§ **Work required**:
For the data below, count the lines that have the string "wrist" and state that number by itself.

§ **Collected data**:
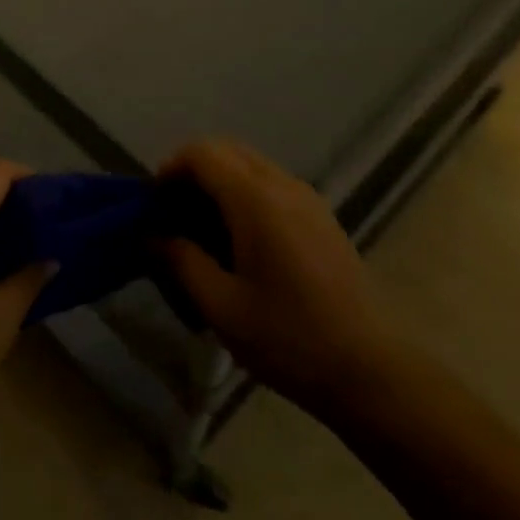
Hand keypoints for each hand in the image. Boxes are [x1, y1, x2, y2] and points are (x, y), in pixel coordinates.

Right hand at [157, 139, 393, 418]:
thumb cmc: (288, 338)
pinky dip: (244, 194)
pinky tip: (240, 242)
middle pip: (228, 150)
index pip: (204, 153)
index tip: (155, 205)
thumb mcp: (221, 306)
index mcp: (256, 200)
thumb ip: (181, 261)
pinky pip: (272, 184)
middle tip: (174, 215)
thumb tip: (151, 234)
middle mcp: (284, 185)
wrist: (368, 369)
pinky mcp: (321, 217)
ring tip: (203, 230)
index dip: (171, 168)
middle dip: (193, 171)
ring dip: (220, 182)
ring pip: (251, 165)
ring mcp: (308, 198)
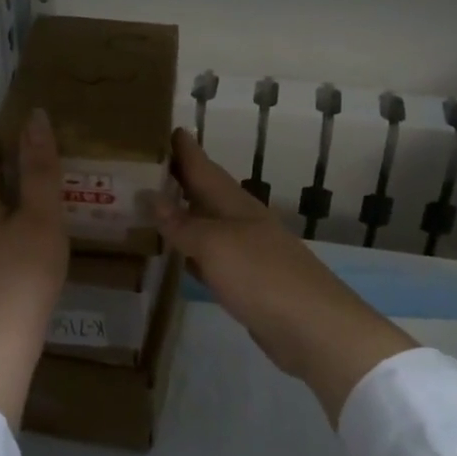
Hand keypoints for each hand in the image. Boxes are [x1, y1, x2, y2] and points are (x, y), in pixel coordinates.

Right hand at [152, 129, 415, 423]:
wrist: (312, 328)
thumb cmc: (262, 277)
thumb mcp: (215, 245)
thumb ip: (183, 225)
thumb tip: (152, 197)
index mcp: (236, 204)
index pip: (204, 168)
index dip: (185, 150)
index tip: (165, 127)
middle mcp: (243, 222)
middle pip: (206, 194)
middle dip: (179, 180)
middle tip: (144, 168)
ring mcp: (248, 253)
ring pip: (208, 226)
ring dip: (183, 216)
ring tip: (151, 208)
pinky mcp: (248, 283)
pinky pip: (212, 258)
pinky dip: (192, 252)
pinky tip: (179, 257)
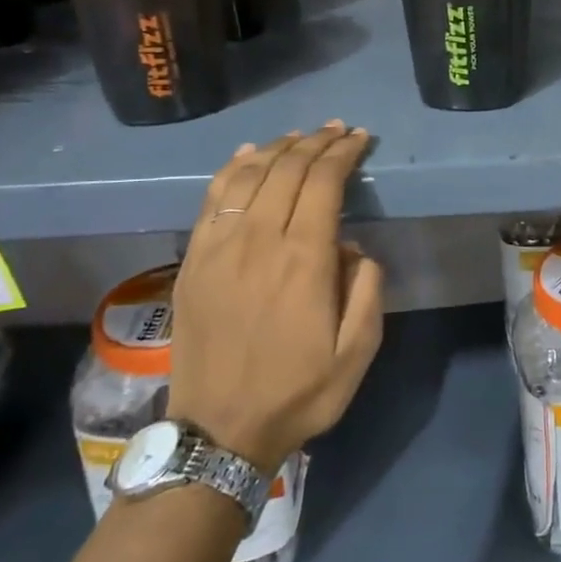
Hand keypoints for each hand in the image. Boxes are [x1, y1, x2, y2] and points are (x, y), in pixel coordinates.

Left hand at [168, 123, 384, 470]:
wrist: (219, 431)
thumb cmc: (298, 392)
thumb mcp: (358, 352)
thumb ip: (367, 291)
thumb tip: (354, 249)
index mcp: (304, 261)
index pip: (324, 183)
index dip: (343, 153)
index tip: (359, 138)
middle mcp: (259, 241)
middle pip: (287, 170)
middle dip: (316, 143)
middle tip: (337, 130)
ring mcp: (219, 248)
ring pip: (248, 175)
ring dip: (278, 148)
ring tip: (300, 136)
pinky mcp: (193, 261)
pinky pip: (213, 199)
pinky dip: (233, 168)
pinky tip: (250, 154)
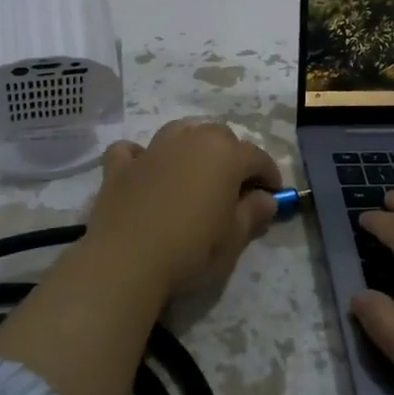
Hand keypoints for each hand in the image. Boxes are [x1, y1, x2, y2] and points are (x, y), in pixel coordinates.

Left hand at [83, 118, 283, 297]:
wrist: (126, 262)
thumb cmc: (191, 249)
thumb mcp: (235, 238)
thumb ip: (253, 213)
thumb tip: (266, 199)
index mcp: (225, 154)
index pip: (257, 157)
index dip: (269, 175)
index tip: (273, 195)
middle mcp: (190, 140)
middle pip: (219, 137)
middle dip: (232, 156)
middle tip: (234, 187)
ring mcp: (152, 150)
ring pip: (179, 132)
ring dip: (191, 146)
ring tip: (193, 172)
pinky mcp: (119, 166)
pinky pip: (132, 151)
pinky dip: (140, 157)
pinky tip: (143, 171)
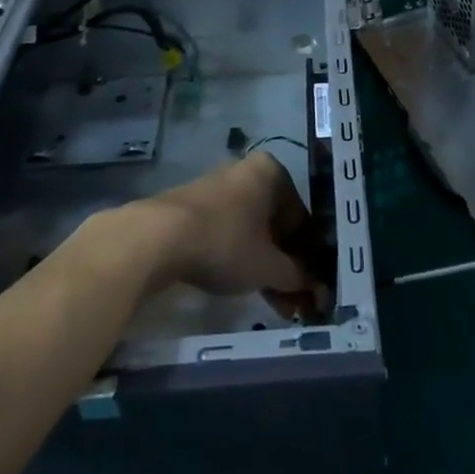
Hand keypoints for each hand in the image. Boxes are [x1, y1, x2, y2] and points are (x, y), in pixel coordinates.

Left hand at [140, 151, 319, 308]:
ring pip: (252, 230)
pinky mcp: (194, 207)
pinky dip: (239, 257)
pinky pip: (228, 232)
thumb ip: (296, 275)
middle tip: (293, 299)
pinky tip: (241, 285)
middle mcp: (247, 172)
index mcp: (272, 172)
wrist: (157, 238)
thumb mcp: (268, 266)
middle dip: (285, 263)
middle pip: (276, 223)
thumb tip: (317, 288)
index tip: (310, 286)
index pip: (301, 217)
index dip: (308, 256)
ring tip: (272, 301)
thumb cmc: (225, 241)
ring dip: (264, 264)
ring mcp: (218, 188)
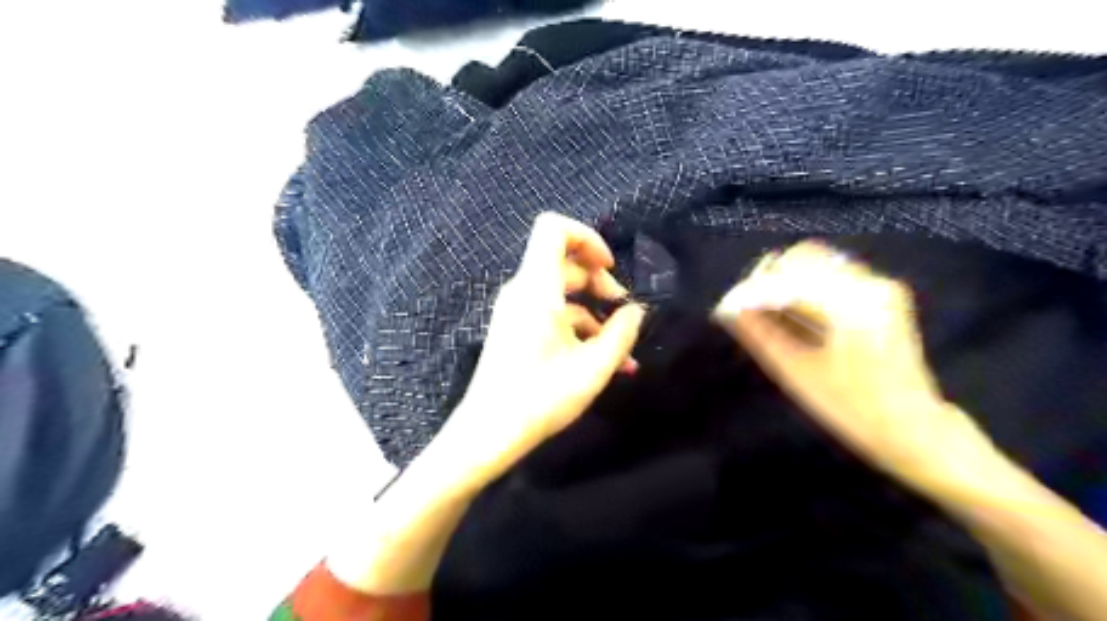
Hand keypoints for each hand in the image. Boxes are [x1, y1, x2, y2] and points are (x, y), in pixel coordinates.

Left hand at [440, 215, 650, 489]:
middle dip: (598, 280)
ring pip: (560, 290)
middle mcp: (522, 291)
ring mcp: (516, 310)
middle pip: (563, 261)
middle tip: (623, 309)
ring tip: (621, 343)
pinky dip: (577, 325)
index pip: (553, 229)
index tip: (610, 268)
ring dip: (593, 309)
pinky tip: (602, 357)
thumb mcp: (592, 368)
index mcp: (537, 288)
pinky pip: (550, 312)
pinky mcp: (516, 329)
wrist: (488, 432)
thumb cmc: (541, 398)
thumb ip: (621, 334)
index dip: (587, 238)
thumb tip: (637, 311)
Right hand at [714, 239, 990, 492]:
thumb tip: (727, 310)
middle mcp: (871, 286)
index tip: (724, 307)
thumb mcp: (796, 373)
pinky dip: (804, 281)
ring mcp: (881, 284)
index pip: (788, 283)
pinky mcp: (882, 290)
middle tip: (744, 306)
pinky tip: (791, 307)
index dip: (751, 292)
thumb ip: (760, 334)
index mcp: (852, 311)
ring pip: (818, 260)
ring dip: (785, 278)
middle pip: (803, 258)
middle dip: (767, 278)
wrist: (912, 425)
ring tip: (764, 307)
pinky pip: (832, 271)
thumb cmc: (850, 409)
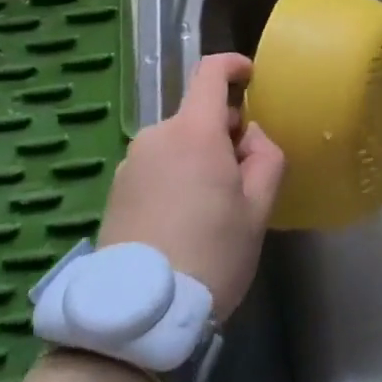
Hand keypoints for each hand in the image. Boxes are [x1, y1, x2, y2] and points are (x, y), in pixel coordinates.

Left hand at [99, 54, 284, 316]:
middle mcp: (155, 137)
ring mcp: (130, 164)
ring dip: (199, 156)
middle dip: (225, 131)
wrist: (139, 315)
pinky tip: (184, 221)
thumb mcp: (258, 209)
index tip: (252, 78)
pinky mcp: (115, 190)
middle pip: (197, 114)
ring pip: (177, 143)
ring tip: (214, 207)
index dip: (234, 66)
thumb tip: (250, 136)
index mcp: (193, 132)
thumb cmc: (212, 255)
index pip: (210, 72)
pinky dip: (176, 176)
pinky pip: (156, 166)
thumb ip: (265, 157)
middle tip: (245, 176)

§ **Reply**:
8